What should I do with my pension as I have left my job?
If you have recently lost your job during covid or whenever for that matter you may be wondering what happens with your pension. Does it disappear into space? Do I lose it as I am no longer there? Will it stay the same value or will it decrease in value? Will they find me when I retire and when will I get to reap the benefits of all my hard work? If the company goes bust is my pension gone forever? In this article, I will try to answer all of these questions and provide you with the different options you may have.
Firstly there are two main types of pension, defined benefit and defined contribution.
A defined benefit (DB) is a promise or more like an offer of a fixed income when you get to your retirement age. So for example your employer might offer you a pension of €12000 per annum if you are lucky based on you completing a certain number of years of service.
Defined contribution (DC) on the other hand is where your pension is invested in an underlying fund and when you get to retirement age if your fund has done well you get to reap the rewards but likewise if the fund has performed badly it would affect the value of your retirement benefits.
The majority of pension schemes today are defined contributions as defined benefit schemes are costly for employers to fund.
So where is my pension?
When you leave your employer you leave behind what’s called a deferred benefit which basically means if your pension was DB you leave behind the value of the offer at that point( so for example if you had completed ten years service instead of 30 your retirement benefits might be €4000 per annum instead of €12,000 per annum). The value of the pension may go up or down based on the rules of the scheme. Often they might go up by the lower of CPI and a fixed amount such as 2%. If this is a negative figure then your pension gets decreased.
For DC schemes you leave behind the value of the pension fund that you had accumulated to date, so if we assume that you and your employer had put €10,000 worth of contributions in and the return had been 10% to date then your deferred pension is €11,000. This remains invested in whatever underlying fund you had chosen at the beginning until you retire. Very often you probably will not know the underlying fund and it might be lumped into a default strategy that changes as you get older. The problem here can be it does not match your attitude to risk. I had a client who was 35 years old and his previous employer’s pension was invested in cash which is the lowest risk profile going but he did not choose that fund and he was losing money in his pension annually due to charges as he was making no returns on his pension but the charges were eroding the overall value of the pension.

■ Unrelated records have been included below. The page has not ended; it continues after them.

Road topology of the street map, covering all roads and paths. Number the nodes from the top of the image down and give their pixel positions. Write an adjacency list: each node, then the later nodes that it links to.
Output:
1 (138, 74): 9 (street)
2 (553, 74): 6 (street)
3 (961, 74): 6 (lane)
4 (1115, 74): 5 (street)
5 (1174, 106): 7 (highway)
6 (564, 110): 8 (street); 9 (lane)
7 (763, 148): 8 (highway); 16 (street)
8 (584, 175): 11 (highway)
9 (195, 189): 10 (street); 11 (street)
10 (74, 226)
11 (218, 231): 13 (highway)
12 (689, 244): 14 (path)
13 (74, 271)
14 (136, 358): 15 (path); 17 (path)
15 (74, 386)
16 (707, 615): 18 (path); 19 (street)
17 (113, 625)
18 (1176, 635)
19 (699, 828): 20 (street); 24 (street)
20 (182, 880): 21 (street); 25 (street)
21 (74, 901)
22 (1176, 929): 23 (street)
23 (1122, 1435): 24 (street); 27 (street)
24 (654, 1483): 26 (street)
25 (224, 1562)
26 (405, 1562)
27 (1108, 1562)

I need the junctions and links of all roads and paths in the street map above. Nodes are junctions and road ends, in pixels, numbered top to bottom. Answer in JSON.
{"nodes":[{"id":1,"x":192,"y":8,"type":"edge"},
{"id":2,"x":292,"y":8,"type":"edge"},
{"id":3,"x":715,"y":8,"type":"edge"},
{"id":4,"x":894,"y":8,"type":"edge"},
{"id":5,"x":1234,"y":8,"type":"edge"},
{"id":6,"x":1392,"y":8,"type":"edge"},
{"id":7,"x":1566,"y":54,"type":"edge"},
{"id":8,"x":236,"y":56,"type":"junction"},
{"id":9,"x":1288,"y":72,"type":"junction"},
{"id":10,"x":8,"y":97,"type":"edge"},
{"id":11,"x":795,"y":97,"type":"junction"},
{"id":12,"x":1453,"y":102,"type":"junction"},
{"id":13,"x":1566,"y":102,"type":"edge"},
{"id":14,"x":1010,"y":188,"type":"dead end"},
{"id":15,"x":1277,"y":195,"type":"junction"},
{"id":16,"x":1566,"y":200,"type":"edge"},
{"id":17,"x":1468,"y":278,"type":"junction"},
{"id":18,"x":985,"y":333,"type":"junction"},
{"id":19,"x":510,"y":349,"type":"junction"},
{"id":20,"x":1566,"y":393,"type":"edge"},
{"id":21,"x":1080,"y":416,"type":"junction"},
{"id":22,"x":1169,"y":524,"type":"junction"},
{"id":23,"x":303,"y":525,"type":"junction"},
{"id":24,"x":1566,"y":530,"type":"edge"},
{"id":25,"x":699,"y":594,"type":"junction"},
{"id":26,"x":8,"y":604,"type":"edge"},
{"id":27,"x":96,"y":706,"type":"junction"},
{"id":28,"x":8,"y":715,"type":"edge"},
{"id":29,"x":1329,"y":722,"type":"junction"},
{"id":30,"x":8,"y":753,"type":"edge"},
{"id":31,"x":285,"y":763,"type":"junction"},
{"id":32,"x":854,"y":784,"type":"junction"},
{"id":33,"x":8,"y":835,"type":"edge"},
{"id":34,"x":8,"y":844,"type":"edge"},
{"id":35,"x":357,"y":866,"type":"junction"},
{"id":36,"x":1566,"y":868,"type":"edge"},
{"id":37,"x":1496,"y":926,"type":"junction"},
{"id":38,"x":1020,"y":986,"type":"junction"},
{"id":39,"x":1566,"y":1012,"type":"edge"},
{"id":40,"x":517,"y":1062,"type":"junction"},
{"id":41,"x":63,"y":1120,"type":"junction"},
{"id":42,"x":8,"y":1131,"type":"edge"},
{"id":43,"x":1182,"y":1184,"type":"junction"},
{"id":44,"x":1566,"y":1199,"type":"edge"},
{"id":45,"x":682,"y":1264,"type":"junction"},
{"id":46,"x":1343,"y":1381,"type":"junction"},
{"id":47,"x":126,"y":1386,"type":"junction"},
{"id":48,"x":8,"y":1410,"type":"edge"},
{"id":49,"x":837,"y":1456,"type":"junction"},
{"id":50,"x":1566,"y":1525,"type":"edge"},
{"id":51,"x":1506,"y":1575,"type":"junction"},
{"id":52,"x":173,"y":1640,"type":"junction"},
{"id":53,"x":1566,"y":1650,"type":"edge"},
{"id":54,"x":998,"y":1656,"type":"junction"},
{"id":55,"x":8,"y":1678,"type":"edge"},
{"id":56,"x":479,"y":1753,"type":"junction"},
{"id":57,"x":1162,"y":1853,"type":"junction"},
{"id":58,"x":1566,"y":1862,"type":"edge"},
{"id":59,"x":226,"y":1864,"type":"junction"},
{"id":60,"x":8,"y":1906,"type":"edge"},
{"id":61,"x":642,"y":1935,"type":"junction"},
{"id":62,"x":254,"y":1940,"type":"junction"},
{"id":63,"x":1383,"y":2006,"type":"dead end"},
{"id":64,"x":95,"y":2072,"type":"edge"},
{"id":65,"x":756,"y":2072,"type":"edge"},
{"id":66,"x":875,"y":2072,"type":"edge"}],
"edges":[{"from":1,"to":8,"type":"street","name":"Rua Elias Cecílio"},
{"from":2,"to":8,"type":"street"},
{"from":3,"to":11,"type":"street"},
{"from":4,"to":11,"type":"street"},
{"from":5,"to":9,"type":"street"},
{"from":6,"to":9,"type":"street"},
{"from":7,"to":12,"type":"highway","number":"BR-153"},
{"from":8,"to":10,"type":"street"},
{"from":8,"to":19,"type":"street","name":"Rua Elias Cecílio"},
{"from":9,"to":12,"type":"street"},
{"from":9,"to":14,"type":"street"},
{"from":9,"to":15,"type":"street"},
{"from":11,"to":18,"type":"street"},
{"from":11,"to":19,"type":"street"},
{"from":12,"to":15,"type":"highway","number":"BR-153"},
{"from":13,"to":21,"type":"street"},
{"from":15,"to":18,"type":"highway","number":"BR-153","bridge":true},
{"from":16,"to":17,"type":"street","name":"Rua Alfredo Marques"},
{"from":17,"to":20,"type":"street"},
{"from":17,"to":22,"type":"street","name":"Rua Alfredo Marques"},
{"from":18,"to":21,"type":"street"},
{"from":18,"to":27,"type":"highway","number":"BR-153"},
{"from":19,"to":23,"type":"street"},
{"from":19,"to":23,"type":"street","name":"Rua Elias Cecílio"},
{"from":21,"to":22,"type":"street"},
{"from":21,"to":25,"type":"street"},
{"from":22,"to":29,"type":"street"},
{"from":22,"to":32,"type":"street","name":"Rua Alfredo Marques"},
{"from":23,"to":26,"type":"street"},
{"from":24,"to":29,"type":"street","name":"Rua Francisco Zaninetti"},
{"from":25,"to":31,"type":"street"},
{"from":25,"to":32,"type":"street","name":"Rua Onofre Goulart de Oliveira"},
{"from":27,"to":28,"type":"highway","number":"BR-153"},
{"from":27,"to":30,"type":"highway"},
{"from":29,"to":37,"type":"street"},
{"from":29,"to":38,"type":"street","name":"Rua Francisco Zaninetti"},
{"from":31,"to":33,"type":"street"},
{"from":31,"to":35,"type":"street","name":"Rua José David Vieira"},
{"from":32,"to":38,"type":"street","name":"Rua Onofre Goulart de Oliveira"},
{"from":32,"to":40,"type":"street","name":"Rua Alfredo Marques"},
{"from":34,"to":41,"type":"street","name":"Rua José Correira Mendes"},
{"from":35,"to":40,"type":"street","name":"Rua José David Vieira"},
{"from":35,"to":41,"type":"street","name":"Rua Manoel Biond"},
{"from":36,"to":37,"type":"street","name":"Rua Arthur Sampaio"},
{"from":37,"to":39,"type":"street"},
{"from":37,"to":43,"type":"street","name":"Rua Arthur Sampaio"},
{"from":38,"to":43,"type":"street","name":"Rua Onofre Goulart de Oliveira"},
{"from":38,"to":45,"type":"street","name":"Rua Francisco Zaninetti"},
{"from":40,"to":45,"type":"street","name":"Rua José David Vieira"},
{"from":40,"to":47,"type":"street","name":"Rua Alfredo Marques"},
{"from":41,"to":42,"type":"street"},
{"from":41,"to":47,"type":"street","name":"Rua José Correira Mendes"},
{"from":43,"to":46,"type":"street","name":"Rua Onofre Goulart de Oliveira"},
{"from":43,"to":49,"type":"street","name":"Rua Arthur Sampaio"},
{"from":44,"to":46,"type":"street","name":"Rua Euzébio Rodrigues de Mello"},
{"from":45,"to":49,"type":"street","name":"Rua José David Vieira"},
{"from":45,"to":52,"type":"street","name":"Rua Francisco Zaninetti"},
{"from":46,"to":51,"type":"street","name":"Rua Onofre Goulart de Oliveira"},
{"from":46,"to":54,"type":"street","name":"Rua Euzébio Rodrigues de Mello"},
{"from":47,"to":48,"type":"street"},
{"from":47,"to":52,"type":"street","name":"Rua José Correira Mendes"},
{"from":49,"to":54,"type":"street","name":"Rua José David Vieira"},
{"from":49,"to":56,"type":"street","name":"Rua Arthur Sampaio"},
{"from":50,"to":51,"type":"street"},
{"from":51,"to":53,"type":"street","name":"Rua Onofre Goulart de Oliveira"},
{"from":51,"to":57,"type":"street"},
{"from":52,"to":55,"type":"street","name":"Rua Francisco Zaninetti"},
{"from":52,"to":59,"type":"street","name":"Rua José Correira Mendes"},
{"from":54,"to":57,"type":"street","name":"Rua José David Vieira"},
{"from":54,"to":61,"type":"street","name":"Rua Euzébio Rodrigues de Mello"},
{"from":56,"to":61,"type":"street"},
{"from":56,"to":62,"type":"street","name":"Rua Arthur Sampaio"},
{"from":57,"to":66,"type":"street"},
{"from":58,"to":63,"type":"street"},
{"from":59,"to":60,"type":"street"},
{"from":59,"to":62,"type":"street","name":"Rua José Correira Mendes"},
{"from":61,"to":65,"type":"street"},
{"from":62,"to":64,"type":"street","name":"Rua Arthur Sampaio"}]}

Will they find you when you retire?
This is really up to you. If you have moved house they might not have your information at hand and can have difficulty tracking you down. The onus is on you to locate your pension and keep your records up to date. My advice would be to keep your annual statements in a safe place and if you’re not getting an annual statement then ask yourself why? If this happens then you need to locate your pension and give the trustees your up-to-date details. If you have lost the details of your pension you can fill out this form and we can help you find it.
When can I access my pension benefits?
After you leave employment you normally access your benefits at the normal retirement age of the scheme which tends to be 60 or 65. Often schemes will allow you to access the benefits earlier from age 50 if you make the request but they are not obliged to do this.
You have a few options with regards to your deferred benefits.
You could move it to your new company scheme. For me this is not normally a great idea as if you do this the new scheme rules apply and you lose the chance to access the benefits early. There are some situations when it can be advantageous however such as your years of service carry over to the new scheme. This is good if your employer is pumping a lot of money on your behalf into your new pension. The reason is that if you were to lose your new job you will have locked in your employer’s contributions into your new scheme so if they let you go they can’t take their contributions back.
You could move to a Buy out bond. A Buyout bond simply moves your old employer’s pension into a pension into your own name. You get to control the investment decisions and you can then cash in your pension at any stage from age 50 (if your previous scheme allows). You can continue working in another job and still cash in your pension from age 50 so it is a very flexible solution.
One of the big advantages of moving an old DB pension into a Buy out bond is that you get the option of choosing an ARF at retirement instead of a small pension. So if you are not happy with the small offer of a fixed pension every year you can ARF it which means there is more money available to you.
Or, you can leave your deferred pension where it is. You might do this if it was a defined contribution scheme and the charges on the scheme might be low which helps you grow your pension pot faster, or if you were in a defined benefit scheme and you are happy with the offer at retirement. If the transfer offer isn’t great compared to the benefits on offer and the company is in good financial health then it would make sense to leave a defined benefit pension scheme where it is.
With regard to a defined benefit scheme, the financial health of the employer is an important consideration. A defined benefit scheme relies on the employer to pay the benefits for its members so if the company gets into difficulty it can apply what’s called a section 50 to the pension scheme which can reduce members’ benefits.